Beruf und Privatleben sind nicht mehr klar getrennt
Trotz der eindeutigen Rechtslage: Der Trend geht in die andere Richtung - vor allem auch nach drei Jahren Homeoffice, in denen sich die klaren Grenzen zwischen Beruf und Privatleben längst aufgeweicht haben. Nur eine Minderheit der rund 2.000 Befragten gab an, es gebe eine entsprechende Erwartungshaltung ihres Arbeitgebers. Eine Mehrheit von 80 Prozent erklärte stattdessen, das Ganze geschehe aus eigenem Antrieb. Die zweithäufigste Begründung lautete, man wolle wichtige Aufgaben und Projekte nicht gefährden.

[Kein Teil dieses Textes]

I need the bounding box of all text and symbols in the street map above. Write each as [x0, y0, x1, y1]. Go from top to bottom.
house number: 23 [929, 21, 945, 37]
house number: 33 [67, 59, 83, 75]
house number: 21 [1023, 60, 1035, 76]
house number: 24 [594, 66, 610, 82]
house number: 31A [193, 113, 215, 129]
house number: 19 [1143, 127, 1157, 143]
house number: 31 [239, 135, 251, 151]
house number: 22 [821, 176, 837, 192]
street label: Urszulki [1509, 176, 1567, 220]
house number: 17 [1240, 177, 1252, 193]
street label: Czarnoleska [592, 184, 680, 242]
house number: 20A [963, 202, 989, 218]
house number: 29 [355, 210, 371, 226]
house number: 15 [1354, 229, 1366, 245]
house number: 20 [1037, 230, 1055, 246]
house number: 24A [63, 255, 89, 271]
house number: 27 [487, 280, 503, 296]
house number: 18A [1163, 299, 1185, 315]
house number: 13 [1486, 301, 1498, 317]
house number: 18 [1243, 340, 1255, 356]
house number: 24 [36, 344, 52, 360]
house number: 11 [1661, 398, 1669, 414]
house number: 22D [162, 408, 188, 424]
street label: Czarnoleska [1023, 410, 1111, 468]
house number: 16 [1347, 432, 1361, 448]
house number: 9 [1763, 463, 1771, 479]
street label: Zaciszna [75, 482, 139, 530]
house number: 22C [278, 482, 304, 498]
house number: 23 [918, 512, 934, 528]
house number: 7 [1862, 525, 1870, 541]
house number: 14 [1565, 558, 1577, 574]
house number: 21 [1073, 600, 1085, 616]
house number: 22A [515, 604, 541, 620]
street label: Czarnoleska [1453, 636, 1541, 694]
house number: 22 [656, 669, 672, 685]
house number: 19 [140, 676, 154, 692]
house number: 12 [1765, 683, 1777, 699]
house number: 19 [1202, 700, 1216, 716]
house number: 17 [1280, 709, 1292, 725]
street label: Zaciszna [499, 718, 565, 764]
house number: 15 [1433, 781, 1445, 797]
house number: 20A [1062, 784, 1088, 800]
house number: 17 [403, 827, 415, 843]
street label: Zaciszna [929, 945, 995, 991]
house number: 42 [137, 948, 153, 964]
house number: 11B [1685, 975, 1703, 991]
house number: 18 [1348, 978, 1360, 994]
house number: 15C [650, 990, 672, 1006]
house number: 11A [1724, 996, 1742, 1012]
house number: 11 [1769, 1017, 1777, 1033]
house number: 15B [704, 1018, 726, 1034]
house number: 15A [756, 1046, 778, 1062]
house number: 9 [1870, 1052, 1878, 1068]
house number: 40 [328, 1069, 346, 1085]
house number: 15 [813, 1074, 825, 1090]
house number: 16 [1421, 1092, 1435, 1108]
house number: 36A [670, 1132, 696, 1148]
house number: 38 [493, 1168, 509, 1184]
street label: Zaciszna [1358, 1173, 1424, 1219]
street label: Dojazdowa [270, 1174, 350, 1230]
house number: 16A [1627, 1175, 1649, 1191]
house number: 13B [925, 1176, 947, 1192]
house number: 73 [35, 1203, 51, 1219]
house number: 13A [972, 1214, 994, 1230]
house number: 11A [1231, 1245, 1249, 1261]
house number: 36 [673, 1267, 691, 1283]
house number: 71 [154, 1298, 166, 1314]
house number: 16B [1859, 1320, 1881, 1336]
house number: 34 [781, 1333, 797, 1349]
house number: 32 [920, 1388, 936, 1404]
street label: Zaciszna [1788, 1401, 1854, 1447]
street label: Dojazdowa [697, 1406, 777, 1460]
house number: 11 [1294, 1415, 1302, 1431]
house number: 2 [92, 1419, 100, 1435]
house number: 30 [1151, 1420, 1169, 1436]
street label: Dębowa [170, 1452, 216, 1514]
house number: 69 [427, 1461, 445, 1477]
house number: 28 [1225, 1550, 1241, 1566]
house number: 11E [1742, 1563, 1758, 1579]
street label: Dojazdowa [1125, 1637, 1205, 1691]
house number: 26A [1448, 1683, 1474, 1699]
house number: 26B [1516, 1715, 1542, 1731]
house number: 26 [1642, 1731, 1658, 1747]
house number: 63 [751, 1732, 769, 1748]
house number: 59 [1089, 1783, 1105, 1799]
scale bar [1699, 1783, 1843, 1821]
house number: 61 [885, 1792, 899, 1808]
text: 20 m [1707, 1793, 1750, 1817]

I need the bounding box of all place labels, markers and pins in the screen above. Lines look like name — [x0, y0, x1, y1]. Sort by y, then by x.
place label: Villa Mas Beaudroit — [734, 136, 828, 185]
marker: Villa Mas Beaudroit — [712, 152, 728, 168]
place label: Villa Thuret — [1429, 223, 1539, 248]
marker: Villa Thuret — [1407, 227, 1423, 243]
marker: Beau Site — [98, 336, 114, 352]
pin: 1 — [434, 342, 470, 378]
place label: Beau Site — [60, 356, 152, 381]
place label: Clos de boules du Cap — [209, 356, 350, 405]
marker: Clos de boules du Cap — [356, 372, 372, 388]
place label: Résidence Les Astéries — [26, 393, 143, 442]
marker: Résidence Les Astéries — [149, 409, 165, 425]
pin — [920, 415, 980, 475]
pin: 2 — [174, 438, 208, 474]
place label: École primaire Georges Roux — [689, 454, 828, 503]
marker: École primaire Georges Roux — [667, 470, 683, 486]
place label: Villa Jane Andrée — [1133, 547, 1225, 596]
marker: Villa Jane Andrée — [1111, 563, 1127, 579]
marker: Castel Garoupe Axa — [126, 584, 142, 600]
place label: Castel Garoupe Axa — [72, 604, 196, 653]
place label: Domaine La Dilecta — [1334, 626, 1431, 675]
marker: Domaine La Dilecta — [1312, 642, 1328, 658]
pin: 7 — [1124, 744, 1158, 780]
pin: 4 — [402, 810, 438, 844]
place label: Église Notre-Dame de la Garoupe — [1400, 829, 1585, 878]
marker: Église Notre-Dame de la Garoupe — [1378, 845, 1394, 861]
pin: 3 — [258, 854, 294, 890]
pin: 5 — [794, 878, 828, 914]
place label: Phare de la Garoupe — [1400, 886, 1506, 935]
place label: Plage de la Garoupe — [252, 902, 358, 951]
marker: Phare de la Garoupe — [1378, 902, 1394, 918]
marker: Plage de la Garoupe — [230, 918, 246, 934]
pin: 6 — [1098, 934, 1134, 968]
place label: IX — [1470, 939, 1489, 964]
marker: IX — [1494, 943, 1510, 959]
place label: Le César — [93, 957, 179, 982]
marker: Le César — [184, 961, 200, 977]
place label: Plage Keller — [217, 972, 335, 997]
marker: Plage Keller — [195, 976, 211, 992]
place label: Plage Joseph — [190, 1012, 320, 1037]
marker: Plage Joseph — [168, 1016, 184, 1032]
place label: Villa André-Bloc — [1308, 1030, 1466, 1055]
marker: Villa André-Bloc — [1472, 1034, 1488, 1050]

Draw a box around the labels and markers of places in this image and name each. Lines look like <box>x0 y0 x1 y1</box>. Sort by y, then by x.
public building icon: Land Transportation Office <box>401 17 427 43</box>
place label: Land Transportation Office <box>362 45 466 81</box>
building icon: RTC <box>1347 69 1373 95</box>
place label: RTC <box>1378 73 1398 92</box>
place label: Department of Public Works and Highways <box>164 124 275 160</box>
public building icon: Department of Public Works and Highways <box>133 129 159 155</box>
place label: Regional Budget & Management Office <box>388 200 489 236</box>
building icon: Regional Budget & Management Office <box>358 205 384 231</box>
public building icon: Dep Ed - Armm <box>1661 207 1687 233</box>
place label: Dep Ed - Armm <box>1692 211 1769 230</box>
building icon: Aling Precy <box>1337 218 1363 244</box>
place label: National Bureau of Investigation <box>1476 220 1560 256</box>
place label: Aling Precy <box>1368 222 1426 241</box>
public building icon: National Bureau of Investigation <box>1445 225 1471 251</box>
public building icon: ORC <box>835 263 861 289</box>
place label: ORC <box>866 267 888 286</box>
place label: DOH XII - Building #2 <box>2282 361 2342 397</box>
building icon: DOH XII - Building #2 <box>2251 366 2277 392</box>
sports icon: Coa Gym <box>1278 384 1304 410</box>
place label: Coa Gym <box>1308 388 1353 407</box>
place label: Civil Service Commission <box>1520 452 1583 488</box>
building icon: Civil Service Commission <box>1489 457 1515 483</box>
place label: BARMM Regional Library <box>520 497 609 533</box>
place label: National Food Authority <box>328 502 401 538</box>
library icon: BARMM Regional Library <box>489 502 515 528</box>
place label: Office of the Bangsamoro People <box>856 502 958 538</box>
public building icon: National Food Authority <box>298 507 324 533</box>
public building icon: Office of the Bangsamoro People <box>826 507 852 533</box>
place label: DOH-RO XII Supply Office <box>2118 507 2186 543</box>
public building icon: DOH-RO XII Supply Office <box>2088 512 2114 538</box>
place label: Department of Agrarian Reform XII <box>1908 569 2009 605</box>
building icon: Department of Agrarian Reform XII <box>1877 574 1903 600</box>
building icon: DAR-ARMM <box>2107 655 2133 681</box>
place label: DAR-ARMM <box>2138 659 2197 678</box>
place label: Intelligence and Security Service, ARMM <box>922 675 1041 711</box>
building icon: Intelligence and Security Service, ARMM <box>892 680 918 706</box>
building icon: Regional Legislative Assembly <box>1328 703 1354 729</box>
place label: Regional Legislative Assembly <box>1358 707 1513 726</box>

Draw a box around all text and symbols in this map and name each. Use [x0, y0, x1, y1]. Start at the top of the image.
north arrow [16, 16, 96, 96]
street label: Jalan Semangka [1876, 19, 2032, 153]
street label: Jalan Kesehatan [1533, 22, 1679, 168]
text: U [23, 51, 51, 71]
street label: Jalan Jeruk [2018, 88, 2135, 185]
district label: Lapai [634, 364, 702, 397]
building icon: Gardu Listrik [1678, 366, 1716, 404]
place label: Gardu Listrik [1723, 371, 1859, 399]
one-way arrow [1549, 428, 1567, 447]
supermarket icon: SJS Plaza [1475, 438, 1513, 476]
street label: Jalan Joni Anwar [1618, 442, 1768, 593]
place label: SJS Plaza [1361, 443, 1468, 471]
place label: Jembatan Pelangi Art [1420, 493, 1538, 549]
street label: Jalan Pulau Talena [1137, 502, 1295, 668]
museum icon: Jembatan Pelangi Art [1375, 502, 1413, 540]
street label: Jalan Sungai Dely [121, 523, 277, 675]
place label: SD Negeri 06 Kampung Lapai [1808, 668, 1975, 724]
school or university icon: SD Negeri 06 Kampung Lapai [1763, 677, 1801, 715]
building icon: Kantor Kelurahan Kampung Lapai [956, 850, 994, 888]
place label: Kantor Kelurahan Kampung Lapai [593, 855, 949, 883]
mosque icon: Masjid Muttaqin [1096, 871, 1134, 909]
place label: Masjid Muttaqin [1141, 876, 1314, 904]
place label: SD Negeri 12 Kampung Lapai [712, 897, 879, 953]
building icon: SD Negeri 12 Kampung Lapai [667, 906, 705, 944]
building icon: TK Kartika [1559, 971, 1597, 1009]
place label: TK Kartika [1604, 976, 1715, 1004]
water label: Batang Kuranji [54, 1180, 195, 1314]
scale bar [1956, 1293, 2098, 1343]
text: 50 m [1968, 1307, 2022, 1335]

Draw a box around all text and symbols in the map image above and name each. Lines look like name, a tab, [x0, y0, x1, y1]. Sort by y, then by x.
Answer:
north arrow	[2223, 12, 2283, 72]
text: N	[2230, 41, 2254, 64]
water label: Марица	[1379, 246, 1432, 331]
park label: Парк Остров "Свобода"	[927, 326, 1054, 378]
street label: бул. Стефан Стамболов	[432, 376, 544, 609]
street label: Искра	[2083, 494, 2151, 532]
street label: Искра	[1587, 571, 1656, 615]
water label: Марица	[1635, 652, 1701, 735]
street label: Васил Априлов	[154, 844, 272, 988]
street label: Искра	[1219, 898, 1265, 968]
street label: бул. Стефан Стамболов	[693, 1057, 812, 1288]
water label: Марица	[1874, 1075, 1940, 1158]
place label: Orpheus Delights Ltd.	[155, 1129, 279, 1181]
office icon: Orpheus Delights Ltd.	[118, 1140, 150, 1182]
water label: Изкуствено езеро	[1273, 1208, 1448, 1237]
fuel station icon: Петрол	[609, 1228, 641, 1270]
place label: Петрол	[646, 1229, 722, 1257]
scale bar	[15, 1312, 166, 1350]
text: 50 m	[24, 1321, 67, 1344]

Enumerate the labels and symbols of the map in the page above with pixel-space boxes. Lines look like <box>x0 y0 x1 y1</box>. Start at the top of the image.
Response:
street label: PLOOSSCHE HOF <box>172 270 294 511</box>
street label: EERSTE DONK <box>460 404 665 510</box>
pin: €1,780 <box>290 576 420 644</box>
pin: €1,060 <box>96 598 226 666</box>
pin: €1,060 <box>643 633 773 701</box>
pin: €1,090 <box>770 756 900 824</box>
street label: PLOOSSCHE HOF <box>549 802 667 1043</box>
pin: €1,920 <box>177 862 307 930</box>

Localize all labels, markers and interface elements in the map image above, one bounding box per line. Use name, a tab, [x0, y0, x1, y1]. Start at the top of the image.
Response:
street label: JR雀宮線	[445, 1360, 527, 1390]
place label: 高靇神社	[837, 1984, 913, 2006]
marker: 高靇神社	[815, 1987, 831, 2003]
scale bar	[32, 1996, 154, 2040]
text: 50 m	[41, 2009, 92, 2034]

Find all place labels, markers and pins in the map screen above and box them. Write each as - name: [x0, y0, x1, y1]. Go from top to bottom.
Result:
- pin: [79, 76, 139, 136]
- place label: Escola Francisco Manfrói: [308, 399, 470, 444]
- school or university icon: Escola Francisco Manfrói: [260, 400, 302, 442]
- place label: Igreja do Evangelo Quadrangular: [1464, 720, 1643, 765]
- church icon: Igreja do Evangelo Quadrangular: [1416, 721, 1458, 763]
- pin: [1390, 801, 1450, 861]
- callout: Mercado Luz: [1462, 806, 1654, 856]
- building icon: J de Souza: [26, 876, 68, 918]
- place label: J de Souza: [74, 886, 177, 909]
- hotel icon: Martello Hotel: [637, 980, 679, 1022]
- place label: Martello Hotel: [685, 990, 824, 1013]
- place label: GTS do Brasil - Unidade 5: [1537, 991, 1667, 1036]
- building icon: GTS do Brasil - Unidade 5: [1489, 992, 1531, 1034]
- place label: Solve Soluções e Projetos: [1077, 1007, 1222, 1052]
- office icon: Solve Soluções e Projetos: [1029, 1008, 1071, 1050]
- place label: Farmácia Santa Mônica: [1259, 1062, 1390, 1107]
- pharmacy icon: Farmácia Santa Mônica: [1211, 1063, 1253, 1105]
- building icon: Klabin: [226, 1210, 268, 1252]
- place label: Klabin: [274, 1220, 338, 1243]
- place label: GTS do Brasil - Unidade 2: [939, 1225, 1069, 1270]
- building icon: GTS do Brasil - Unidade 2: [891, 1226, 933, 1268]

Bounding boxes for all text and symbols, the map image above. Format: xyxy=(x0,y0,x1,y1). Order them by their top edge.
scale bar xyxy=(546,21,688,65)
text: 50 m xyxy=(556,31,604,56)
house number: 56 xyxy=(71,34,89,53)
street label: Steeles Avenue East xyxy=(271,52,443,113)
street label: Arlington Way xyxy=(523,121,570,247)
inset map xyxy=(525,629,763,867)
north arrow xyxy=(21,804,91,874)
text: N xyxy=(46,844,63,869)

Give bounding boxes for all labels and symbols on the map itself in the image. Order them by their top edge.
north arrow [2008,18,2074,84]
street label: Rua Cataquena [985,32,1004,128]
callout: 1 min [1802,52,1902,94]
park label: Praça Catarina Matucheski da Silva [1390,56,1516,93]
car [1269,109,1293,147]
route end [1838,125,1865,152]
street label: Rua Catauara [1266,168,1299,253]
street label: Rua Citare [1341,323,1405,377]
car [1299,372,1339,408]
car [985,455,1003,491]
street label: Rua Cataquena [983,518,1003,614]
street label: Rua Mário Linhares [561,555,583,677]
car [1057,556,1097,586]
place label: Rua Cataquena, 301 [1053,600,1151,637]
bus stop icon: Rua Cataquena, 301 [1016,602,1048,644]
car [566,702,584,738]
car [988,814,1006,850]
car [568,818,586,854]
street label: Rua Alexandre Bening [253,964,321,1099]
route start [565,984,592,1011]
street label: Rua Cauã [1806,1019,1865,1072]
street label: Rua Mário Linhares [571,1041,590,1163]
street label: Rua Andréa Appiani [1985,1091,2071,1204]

Ob solche Aussagen immer ganz ehrlich gemeint sind? Schwer zu sagen. Wenn der Großteil der Kollegen ganz selbstverständlich jederzeit erreichbar ist, braucht es viel Courage, sein Recht auf ungestörte Urlaubstage einzufordern.
Egal ob freiwillig oder nicht: Mediziner sehen den Trend zur ständigen Erreichbarkeit kritisch. "Der Mensch ist darauf ausgerichtet, Phasen der An- und Entspannung zu erleben", sagt Gesundheitspsychologin Julia Scharnhorst. Wenn die Erholungsphasen dauerhaft fehlten, trete irgendwann fast sicher eine psychische oder körperliche Überlastung ein. "Wir werden krank", sagt Scharnhorst.
Gerichte: Ruhig mal den Chef wegdrücken
Auch deshalb haben Gerichte in der Vergangenheit immer wieder entschieden, dass Arbeitnehmer in ihrer Freizeit Anrufe vom Chef in der Regel ignorieren dürfen. Anderslautende Klauseln im Arbeitsvertrag seien unzulässig, erklärte das Bundesarbeitsgericht bereits vor mehr als 20 Jahren in einem Grundsatzurteil (9 AZR 405/99).
Allerdings gibt es auch ungeschriebene Gesetze: Von Führungskräften wird in der Regel erwartet, dass sie im Notfall stets für ihr Unternehmen erreichbar sind - auch wenn für sie theoretisch im Urlaub die gleichen Rechte gelten wie für alle anderen Arbeitnehmer auch. Chefs und Chefinnen dürfen aber gewöhnlich darauf hoffen, dass sie nicht wegen Lappalien gestört werden.
Keine Anrufe wegen Lappalien
Genau das passiere "normalen" Arbeitnehmern aber ständig, meint Gesundheitspsychologin Scharnhorst: "Wenn ich manchmal höre, mit welchen Fragen der Urlaub gestört wird, stellen sich bei mir alle Nackenhaare auf." Sie plädiert für klare Regeln, wann genau ein Kollege oder eine Kollegin im Urlaub kontaktiert werden darf - und vor allem wann nicht.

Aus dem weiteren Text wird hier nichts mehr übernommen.